There it was. The question we hadn’t raised in three years of dating. It had only taken a total stranger and about half a bottle of Jameson to bring it up. All heads swiveled in our direction, and I turned my head as well and stuffed a dinner roll in my mouth. When I turned back my cheeks were engorged with French bread, so everyone’s attention shifted to Matt. He paused. I wondered what he was going to say.
After nine months of dating, Franklin proposed to Eleanor during the weekend of the Harvard-Yale football game. He had invited her as his guest and on November 23, 1902, they managed to ditch their chaperones and slip away for a walk by themselves. By the time they returned, he’d asked her to marry him and she’d said yes.
Predictably, Franklin’s mother disapproved of the match. She’d wanted a more attractive wife for her only son. In a move that’s almost impressive in its deviousness, she suggested the couple keep their engagement secret for a year. Then she took Franklin on a five-week Caribbean cruise, hoping he’d lose interest in Eleanor. Their feelings only grew stronger. Franklin returned for his final term at Harvard, and they wrote passionate love letters back and forth.
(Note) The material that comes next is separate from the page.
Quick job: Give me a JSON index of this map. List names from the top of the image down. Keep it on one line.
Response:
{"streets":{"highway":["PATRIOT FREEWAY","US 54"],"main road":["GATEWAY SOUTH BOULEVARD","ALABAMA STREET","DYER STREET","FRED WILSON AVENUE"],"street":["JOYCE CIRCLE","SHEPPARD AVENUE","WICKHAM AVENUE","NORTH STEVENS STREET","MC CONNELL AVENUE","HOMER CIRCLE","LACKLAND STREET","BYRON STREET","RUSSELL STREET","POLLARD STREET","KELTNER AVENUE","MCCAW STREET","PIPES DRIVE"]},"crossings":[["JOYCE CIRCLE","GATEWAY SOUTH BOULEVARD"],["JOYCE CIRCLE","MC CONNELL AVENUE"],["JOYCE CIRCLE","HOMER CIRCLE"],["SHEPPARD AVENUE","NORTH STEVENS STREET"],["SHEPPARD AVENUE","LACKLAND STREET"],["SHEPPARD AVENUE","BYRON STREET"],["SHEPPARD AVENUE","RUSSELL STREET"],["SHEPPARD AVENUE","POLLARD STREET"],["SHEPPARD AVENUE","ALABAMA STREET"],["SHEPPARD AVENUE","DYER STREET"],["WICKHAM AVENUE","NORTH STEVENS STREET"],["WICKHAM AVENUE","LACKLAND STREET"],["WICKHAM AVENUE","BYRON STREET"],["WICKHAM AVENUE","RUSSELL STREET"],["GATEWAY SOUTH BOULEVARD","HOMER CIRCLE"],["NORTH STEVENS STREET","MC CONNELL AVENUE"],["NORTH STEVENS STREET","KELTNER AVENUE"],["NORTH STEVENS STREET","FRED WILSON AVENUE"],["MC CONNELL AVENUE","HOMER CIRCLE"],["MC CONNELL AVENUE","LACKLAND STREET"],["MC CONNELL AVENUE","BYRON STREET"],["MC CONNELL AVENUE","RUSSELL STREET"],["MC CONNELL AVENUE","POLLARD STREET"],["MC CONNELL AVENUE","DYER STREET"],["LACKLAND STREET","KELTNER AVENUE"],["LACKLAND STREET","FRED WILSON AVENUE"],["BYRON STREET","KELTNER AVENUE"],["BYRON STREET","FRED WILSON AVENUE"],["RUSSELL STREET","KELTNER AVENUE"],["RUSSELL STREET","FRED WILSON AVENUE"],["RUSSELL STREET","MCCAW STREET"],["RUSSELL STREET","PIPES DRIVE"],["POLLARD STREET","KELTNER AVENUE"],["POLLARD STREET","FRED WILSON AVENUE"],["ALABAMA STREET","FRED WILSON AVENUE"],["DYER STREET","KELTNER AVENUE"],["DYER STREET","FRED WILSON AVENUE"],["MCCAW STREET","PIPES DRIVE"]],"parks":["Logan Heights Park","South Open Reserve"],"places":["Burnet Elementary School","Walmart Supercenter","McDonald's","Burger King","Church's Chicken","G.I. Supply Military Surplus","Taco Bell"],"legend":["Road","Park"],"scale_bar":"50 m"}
“You are never out of my thoughts dear for one moment,” Eleanor wrote to her fiancé. “Everything is changed for me now. I am so happy. Oh! So happy & I love you so dearly.” When Eleanor told her grandmother about the proposal, Mrs. Hall asked if she was really in love. “I solemnly answered ‘yes,’ ” Eleanor later said, “and yet I know now that it was years later before I understood what being in love or what loving really meant.”
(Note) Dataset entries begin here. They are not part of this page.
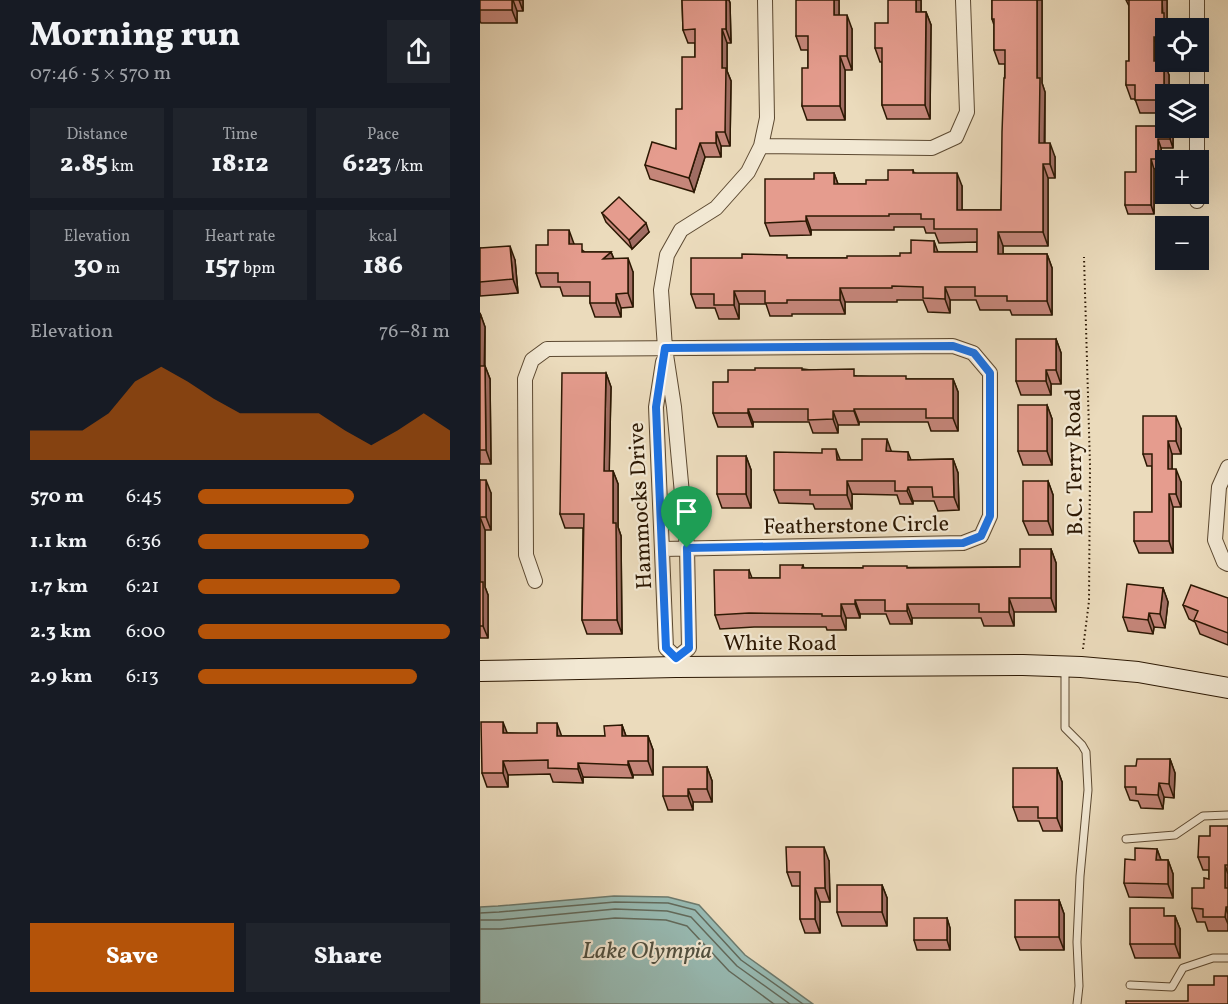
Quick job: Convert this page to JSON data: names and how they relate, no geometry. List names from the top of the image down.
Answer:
{
  "streets": {
    "street": ["Hammocks Drive", "Featherstone Circle", "White Road"],
    "path": ["B.C. Terry Road"]
  },
  "crossings": [
    ["B.C. Terry Road", "White Road"],
    ["Hammocks Drive", "Featherstone Circle"],
    ["Hammocks Drive", "White Road"]
  ],
  "water": ["Lake Olympia"],
  "page": {
    "heading": ["Morning run", "07:46 · 5 × 570 m"],
    "map_buttons": ["+", "−"],
    "stats": [
      ["Distance", "2.85 km"],
      ["Time", "18:12"],
      ["Pace", "6:23 /km"],
      ["Elevation", "30 m"],
      ["Heart rate", "157 bpm"],
      ["kcal", "186"]
    ],
    "chart": ["Elevation", "76–81 m"],
    "list": [
      {
        "name": "570 m",
        "note": "6:45"
      },
      {
        "name": "1.1 km",
        "note": "6:36"
      },
      {
        "name": "1.7 km",
        "note": "6:21"
      },
      {
        "name": "2.3 km",
        "note": "6:00"
      },
      {
        "name": "2.9 km",
        "note": "6:13"
      }
    ],
    "buttons": ["Save", "Share"]
  }
}
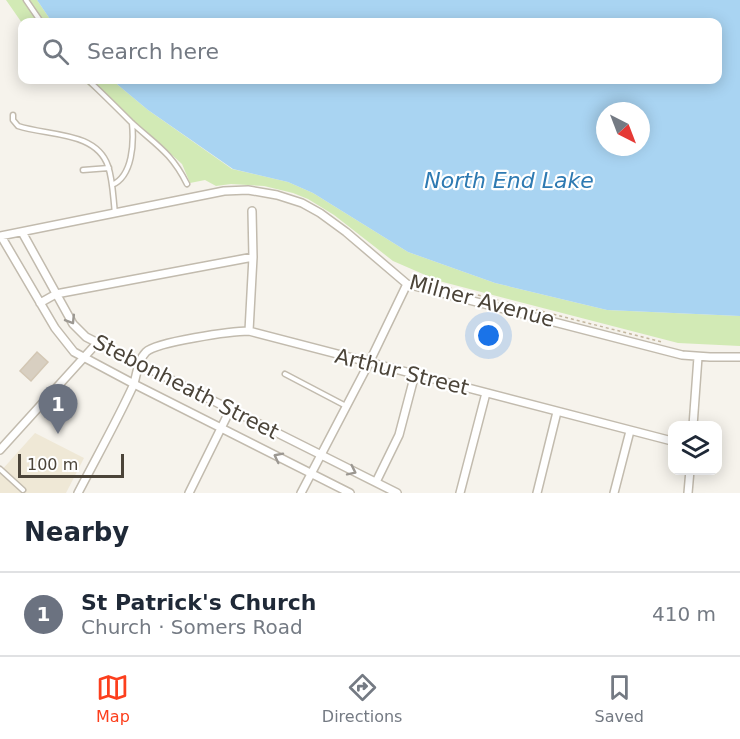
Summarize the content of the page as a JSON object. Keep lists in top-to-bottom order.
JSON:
{
  "streets": {
    "street": ["Milner Avenue", "Arthur Street", "Stebonheath Street"]
  },
  "crossings": [
    ["Milner Avenue", "Stebonheath Street"],
    ["Arthur Street", "Stebonheath Street"]
  ],
  "water": ["North End Lake"],
  "scale_bar": "100 m",
  "north": "bottom right",
  "page": {
    "search": "Search here",
    "pins": "1",
    "scale": "100 m",
    "heading": "Nearby",
    "list": [
      {
        "mark": "1",
        "name": "St Patrick's Church",
        "note": "Church · Somers Road",
        "value": "410 m"
      }
    ],
    "nav": ["Map", "Directions", "Saved"]
  }
}
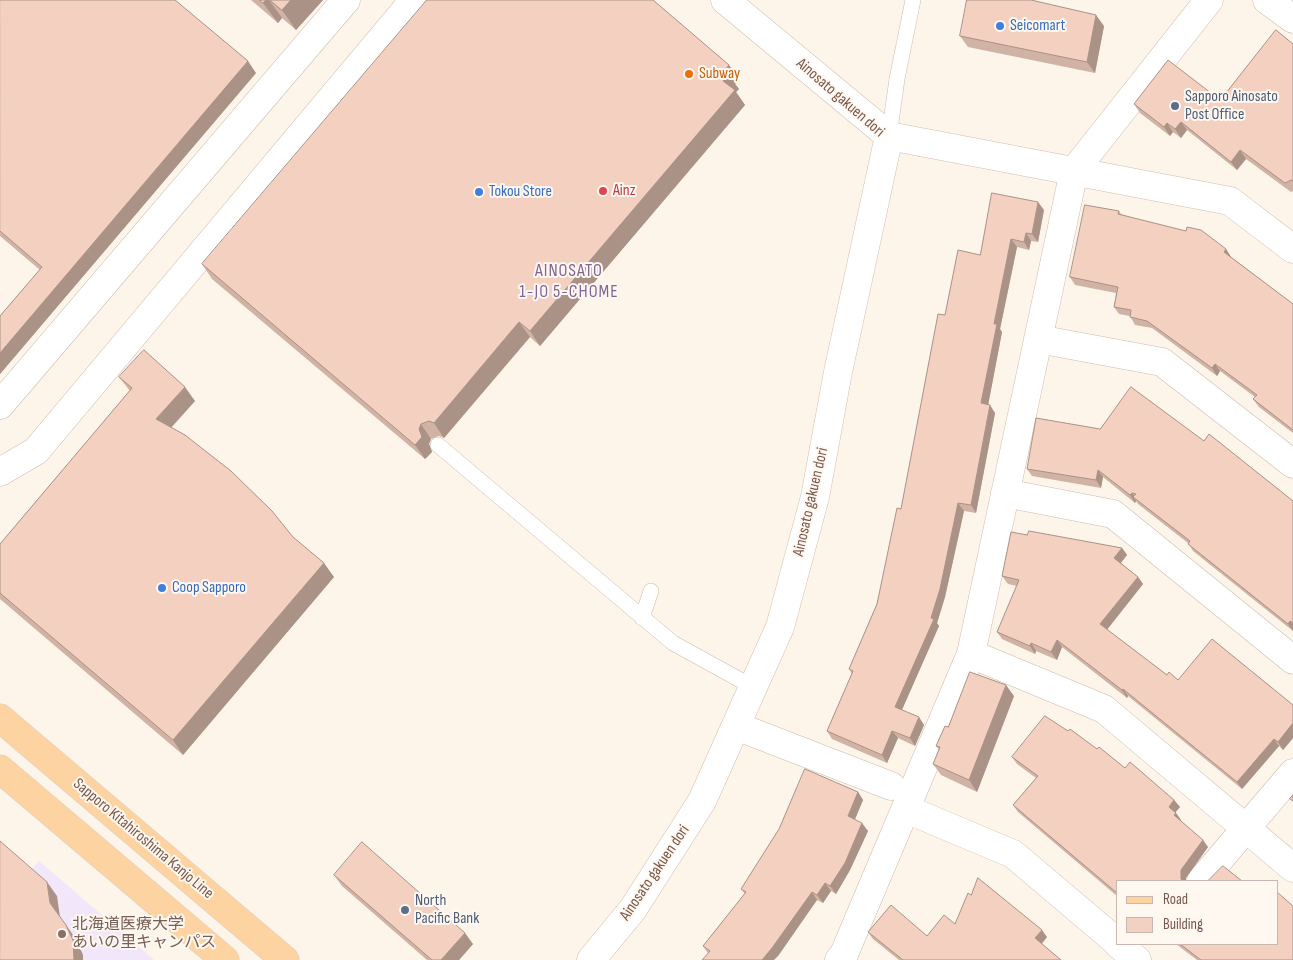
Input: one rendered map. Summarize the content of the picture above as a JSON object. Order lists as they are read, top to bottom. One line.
{"streets":{"main road":["Sapporo Kitahiroshima Kanjo Line"],"street":["Ainosato gakuen dori"]},"districts":["AINOSATO 1-JO 5-CHOME"],"places":["Seicomart","Subway","Sapporo Ainosato Post Office","Ainz","Tokou Store","Coop Sapporo","North Pacific Bank","北海道医療大学 あいの里キャンパス"],"legend":["Road","Building"]}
They married on St. Patrick’s Day in 1905. Uncle Teddy escorted Eleanor down the aisle, having chosen this date because he’d be in town to kick off the St. Patrick’s Day parade. Eleanor was, in her words, “decked out beyond description.” Her dress was constructed of stiff satin and the same lace her mother and grandmother wore at their weddings. She pinned her veil with a diamond crescent that belonged to her mother. Sara, who was never one for subtlety, gave Eleanor a high-necked pearl dog collar with diamond bars. It was from Tiffany and cost $4,000, but the symbolism was priceless.